* **Work task**: Copy the whole listing below exactly.

Content starts

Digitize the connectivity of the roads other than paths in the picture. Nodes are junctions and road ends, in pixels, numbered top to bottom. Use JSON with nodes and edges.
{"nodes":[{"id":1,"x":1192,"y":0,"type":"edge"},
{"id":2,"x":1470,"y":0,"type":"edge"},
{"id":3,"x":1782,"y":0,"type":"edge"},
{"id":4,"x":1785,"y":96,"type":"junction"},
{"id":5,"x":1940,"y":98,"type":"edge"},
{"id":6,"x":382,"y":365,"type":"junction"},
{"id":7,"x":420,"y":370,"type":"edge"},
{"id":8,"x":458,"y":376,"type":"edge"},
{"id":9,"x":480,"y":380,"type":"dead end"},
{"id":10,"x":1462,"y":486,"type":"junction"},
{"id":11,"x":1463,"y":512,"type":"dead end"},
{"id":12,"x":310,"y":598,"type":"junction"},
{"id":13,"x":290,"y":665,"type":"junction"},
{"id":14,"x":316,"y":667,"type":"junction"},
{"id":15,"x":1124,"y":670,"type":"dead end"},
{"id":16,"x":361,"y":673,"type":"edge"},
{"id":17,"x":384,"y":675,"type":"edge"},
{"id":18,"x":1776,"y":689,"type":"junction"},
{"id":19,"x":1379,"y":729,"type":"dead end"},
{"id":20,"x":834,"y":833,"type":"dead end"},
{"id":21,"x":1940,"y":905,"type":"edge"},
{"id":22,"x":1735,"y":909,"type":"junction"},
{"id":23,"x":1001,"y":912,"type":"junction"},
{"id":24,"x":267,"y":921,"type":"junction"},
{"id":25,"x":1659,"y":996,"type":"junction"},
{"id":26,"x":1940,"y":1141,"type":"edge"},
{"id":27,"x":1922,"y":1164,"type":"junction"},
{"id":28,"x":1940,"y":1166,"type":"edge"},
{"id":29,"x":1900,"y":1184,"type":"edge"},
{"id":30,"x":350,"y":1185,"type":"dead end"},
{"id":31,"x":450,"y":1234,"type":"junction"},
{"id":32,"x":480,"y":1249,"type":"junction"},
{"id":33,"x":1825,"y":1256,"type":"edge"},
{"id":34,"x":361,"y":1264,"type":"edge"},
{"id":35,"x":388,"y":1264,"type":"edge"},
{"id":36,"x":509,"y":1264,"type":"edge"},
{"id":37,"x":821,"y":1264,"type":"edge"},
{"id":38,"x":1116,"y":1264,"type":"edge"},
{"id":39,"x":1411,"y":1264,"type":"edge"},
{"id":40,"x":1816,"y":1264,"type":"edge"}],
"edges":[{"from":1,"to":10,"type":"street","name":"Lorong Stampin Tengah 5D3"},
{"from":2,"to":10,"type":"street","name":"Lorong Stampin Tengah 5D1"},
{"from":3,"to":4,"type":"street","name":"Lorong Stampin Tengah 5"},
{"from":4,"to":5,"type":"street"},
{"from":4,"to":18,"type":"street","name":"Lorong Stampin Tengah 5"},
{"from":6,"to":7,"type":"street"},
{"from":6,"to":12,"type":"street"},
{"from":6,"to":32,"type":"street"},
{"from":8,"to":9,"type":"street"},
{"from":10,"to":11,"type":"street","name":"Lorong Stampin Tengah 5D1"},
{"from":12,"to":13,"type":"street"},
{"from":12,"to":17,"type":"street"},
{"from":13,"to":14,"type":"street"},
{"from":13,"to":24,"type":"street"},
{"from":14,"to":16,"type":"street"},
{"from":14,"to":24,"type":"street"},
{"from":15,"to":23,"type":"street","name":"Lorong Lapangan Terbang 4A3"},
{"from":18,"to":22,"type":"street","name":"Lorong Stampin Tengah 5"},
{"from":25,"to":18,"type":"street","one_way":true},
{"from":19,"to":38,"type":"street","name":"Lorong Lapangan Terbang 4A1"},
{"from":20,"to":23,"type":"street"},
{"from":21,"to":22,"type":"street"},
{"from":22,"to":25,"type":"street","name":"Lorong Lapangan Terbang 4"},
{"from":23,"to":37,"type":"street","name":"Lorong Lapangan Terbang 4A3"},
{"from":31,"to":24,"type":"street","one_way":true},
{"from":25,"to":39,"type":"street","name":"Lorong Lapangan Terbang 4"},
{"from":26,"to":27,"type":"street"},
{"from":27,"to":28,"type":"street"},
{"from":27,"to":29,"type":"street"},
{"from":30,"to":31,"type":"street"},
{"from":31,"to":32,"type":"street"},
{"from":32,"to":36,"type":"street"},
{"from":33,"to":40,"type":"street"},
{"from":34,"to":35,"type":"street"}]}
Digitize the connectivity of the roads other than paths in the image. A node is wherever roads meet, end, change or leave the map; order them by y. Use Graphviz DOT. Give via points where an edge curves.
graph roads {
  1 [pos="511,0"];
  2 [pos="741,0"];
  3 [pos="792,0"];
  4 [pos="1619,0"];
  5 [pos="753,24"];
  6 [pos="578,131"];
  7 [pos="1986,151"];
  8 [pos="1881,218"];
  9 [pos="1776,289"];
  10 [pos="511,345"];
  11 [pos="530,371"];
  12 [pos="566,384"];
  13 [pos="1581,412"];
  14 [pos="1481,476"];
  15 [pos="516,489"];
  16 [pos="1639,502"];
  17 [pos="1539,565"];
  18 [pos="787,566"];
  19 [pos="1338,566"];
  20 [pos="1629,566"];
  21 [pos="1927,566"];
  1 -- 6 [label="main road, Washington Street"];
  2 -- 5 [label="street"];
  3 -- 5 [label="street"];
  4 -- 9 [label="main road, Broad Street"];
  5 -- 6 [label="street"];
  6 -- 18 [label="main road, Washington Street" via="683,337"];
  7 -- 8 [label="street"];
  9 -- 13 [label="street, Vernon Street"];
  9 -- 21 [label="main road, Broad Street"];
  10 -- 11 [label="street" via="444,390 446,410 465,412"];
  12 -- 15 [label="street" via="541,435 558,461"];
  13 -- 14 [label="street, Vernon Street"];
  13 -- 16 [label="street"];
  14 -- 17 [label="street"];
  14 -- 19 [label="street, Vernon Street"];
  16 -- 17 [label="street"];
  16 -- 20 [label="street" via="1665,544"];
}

Content ends

* **Response**:
Digitize the connectivity of the roads other than paths in the picture. Nodes are junctions and road ends, in pixels, numbered top to bottom. Use JSON with nodes and edges.
{"nodes":[{"id":1,"x":1192,"y":0,"type":"edge"},
{"id":2,"x":1470,"y":0,"type":"edge"},
{"id":3,"x":1782,"y":0,"type":"edge"},
{"id":4,"x":1785,"y":96,"type":"junction"},
{"id":5,"x":1940,"y":98,"type":"edge"},
{"id":6,"x":382,"y":365,"type":"junction"},
{"id":7,"x":420,"y":370,"type":"edge"},
{"id":8,"x":458,"y":376,"type":"edge"},
{"id":9,"x":480,"y":380,"type":"dead end"},
{"id":10,"x":1462,"y":486,"type":"junction"},
{"id":11,"x":1463,"y":512,"type":"dead end"},
{"id":12,"x":310,"y":598,"type":"junction"},
{"id":13,"x":290,"y":665,"type":"junction"},
{"id":14,"x":316,"y":667,"type":"junction"},
{"id":15,"x":1124,"y":670,"type":"dead end"},
{"id":16,"x":361,"y":673,"type":"edge"},
{"id":17,"x":384,"y":675,"type":"edge"},
{"id":18,"x":1776,"y":689,"type":"junction"},
{"id":19,"x":1379,"y":729,"type":"dead end"},
{"id":20,"x":834,"y":833,"type":"dead end"},
{"id":21,"x":1940,"y":905,"type":"edge"},
{"id":22,"x":1735,"y":909,"type":"junction"},
{"id":23,"x":1001,"y":912,"type":"junction"},
{"id":24,"x":267,"y":921,"type":"junction"},
{"id":25,"x":1659,"y":996,"type":"junction"},
{"id":26,"x":1940,"y":1141,"type":"edge"},
{"id":27,"x":1922,"y":1164,"type":"junction"},
{"id":28,"x":1940,"y":1166,"type":"edge"},
{"id":29,"x":1900,"y":1184,"type":"edge"},
{"id":30,"x":350,"y":1185,"type":"dead end"},
{"id":31,"x":450,"y":1234,"type":"junction"},
{"id":32,"x":480,"y":1249,"type":"junction"},
{"id":33,"x":1825,"y":1256,"type":"edge"},
{"id":34,"x":361,"y":1264,"type":"edge"},
{"id":35,"x":388,"y":1264,"type":"edge"},
{"id":36,"x":509,"y":1264,"type":"edge"},
{"id":37,"x":821,"y":1264,"type":"edge"},
{"id":38,"x":1116,"y":1264,"type":"edge"},
{"id":39,"x":1411,"y":1264,"type":"edge"},
{"id":40,"x":1816,"y":1264,"type":"edge"}],
"edges":[{"from":1,"to":10,"type":"street","name":"Lorong Stampin Tengah 5D3"},
{"from":2,"to":10,"type":"street","name":"Lorong Stampin Tengah 5D1"},
{"from":3,"to":4,"type":"street","name":"Lorong Stampin Tengah 5"},
{"from":4,"to":5,"type":"street"},
{"from":4,"to":18,"type":"street","name":"Lorong Stampin Tengah 5"},
{"from":6,"to":7,"type":"street"},
{"from":6,"to":12,"type":"street"},
{"from":6,"to":32,"type":"street"},
{"from":8,"to":9,"type":"street"},
{"from":10,"to":11,"type":"street","name":"Lorong Stampin Tengah 5D1"},
{"from":12,"to":13,"type":"street"},
{"from":12,"to":17,"type":"street"},
{"from":13,"to":14,"type":"street"},
{"from":13,"to":24,"type":"street"},
{"from":14,"to":16,"type":"street"},
{"from":14,"to":24,"type":"street"},
{"from":15,"to":23,"type":"street","name":"Lorong Lapangan Terbang 4A3"},
{"from":18,"to":22,"type":"street","name":"Lorong Stampin Tengah 5"},
{"from":25,"to":18,"type":"street","one_way":true},
{"from":19,"to":38,"type":"street","name":"Lorong Lapangan Terbang 4A1"},
{"from":20,"to":23,"type":"street"},
{"from":21,"to":22,"type":"street"},
{"from":22,"to":25,"type":"street","name":"Lorong Lapangan Terbang 4"},
{"from":23,"to":37,"type":"street","name":"Lorong Lapangan Terbang 4A3"},
{"from":31,"to":24,"type":"street","one_way":true},
{"from":25,"to":39,"type":"street","name":"Lorong Lapangan Terbang 4"},
{"from":26,"to":27,"type":"street"},
{"from":27,"to":28,"type":"street"},
{"from":27,"to":29,"type":"street"},
{"from":30,"to":31,"type":"street"},
{"from":31,"to":32,"type":"street"},
{"from":32,"to":36,"type":"street"},
{"from":33,"to":40,"type":"street"},
{"from":34,"to":35,"type":"street"}]}
Digitize the connectivity of the roads other than paths in the image. A node is wherever roads meet, end, change or leave the map; order them by y. Use Graphviz DOT. Give via points where an edge curves.
graph roads {
  1 [pos="511,0"];
  2 [pos="741,0"];
  3 [pos="792,0"];
  4 [pos="1619,0"];
  5 [pos="753,24"];
  6 [pos="578,131"];
  7 [pos="1986,151"];
  8 [pos="1881,218"];
  9 [pos="1776,289"];
  10 [pos="511,345"];
  11 [pos="530,371"];
  12 [pos="566,384"];
  13 [pos="1581,412"];
  14 [pos="1481,476"];
  15 [pos="516,489"];
  16 [pos="1639,502"];
  17 [pos="1539,565"];
  18 [pos="787,566"];
  19 [pos="1338,566"];
  20 [pos="1629,566"];
  21 [pos="1927,566"];
  1 -- 6 [label="main road, Washington Street"];
  2 -- 5 [label="street"];
  3 -- 5 [label="street"];
  4 -- 9 [label="main road, Broad Street"];
  5 -- 6 [label="street"];
  6 -- 18 [label="main road, Washington Street" via="683,337"];
  7 -- 8 [label="street"];
  9 -- 13 [label="street, Vernon Street"];
  9 -- 21 [label="main road, Broad Street"];
  10 -- 11 [label="street" via="444,390 446,410 465,412"];
  12 -- 15 [label="street" via="541,435 558,461"];
  13 -- 14 [label="street, Vernon Street"];
  13 -- 16 [label="street"];
  14 -- 17 [label="street"];
  14 -- 19 [label="street, Vernon Street"];
  16 -- 17 [label="street"];
  16 -- 20 [label="street" via="1665,544"];
}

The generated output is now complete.